La raison qui poussait ces ouvriers à embrasser la foi républicaine était principalement économique. La crise révolutionnaire avait eu en 1848, des répercussions au niveau des salaires ; et c’est cette baisse de salaire qui explique « dans une grande mesure les journées de juin qui voient les ouvriers marseillais exprimer là leur désenchantement et leurs désillusions, mais aussi leurs espoirs en une « république sociale » [8] ». Selon Jean Domenichino, ces revendications salariales ne pouvaient s’arrêter malgré la défaite ouvrière de juin 1848. Ainsi, « la résistance ouvrière s’est organisée dans le cadre des sociétés de secours mutuel et de compagnonnage qui ont souvent une existence clandestine [9] ». Cet activisme politique restait en majorité l’apanage d’ouvriers qualifiés « ouverts », les ouvriers non-qualifiés s’illustrant plus dans des actions sporadiques et violentes. En effet, « une part importante des ouvriers non qualifiés de la ville avait été touchée par la propagande démocratique et socialiste, avait appris les nouveaux slogans politiques et était prête à se battre pour la cause quand l’occasion se présentait ». Mais, « ce fut l’ouvrier des métiers « ouverts« , bien organisé, assez aisé, tenant à sa réputation, qui forma les troupes de choc de la révolution aussi bien que la majorité de ses cadres politiques » [10]. Enfin, on retrouve parfois des bourgeois au sein du mouvement démocratique, mais uniquement dans des postes de direction ; ces derniers ne se compromettent pas dans les actions violentes. Ils constituent pourtant la majorité des cadres dans la direction organisationnelle et idéologique du mouvement.

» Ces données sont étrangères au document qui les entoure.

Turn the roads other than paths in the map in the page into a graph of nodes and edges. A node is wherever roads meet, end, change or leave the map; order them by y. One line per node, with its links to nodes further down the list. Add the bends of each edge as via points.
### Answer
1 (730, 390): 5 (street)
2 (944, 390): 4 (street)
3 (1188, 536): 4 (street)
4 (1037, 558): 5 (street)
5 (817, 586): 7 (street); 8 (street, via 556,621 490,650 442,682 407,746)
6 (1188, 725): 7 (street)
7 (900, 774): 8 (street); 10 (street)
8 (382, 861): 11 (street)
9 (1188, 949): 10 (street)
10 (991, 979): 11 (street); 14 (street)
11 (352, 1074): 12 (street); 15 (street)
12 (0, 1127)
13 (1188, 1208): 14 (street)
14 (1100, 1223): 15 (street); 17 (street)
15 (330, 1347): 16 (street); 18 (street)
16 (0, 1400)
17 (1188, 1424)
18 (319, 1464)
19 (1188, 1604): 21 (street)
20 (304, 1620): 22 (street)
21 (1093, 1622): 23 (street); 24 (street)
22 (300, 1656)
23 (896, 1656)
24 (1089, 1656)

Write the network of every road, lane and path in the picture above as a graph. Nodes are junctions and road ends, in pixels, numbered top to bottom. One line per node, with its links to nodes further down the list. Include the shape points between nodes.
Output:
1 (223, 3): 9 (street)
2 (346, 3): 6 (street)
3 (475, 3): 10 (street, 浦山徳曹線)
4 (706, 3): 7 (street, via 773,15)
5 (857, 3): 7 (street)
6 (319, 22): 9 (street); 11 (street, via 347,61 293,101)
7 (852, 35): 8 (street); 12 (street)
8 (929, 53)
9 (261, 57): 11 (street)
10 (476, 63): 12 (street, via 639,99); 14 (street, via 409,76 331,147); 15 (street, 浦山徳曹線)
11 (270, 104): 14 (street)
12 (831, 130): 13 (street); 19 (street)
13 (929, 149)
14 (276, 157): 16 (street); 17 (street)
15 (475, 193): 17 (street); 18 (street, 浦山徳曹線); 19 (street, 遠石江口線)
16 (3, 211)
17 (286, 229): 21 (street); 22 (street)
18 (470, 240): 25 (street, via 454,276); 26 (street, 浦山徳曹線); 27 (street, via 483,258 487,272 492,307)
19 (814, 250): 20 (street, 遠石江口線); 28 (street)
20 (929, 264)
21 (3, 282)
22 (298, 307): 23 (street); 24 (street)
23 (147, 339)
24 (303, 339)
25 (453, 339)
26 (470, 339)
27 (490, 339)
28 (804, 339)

Ainsi, pour William H. Sewell, l’appartenance à l’opposition démocrate-socialiste des Bouches-du-Rhône suit, dans la plupart des cas, un cheminement logique : « (…) la profession d’un homme d’une part, son statut d’autochtone et d’émigrant d’autre part eurent, chacun, un effet différent sur les aptitudes à participer au mouvement démocratique et socialiste. Le fait, pour un homme, de travailler dans un métier « ouvert », lui donnait plus de chance d’être attiré dans la politique révolutionnaire ; mais cela lui en donnait plus spécialement s’il était immigrant. Réciproquement, la plupart des ouvriers des métiers « fermés » se tenaient à l’écart de la politique révolutionnaire et cette tendance était encore plus nette s’ils étaient natifs de Marseille [11] ». L’immigrant, lui, absous du traditionalisme local, n’hésite pas à accepter de nouveaux types de comportement politique. Or, Marseille, ville ouvrière si conservatrice avant la période républicaine, se retrouve depuis les années 1840 à subir les fruits de sa croissance économique et d’une immigration qu’elle attire. Dès lors, « ce sont les ouvriers issus de la croissance industrielle des années 1840 qui, à Marseille, ont adopté l’idéologie et le style politique du mouvement républicain et socialiste, qui ont formé l’encadrement et les troupes indispensables à son expression et à son développement. La période de la Seconde République est bien un moment privilégié de la radicalisation du monde du travail. « (…) la main-d’œuvre marseillaise qui émerge alors hésite de moins en moins à remettre en cause, et de manière violente, la société et l’ordre établis [12] ».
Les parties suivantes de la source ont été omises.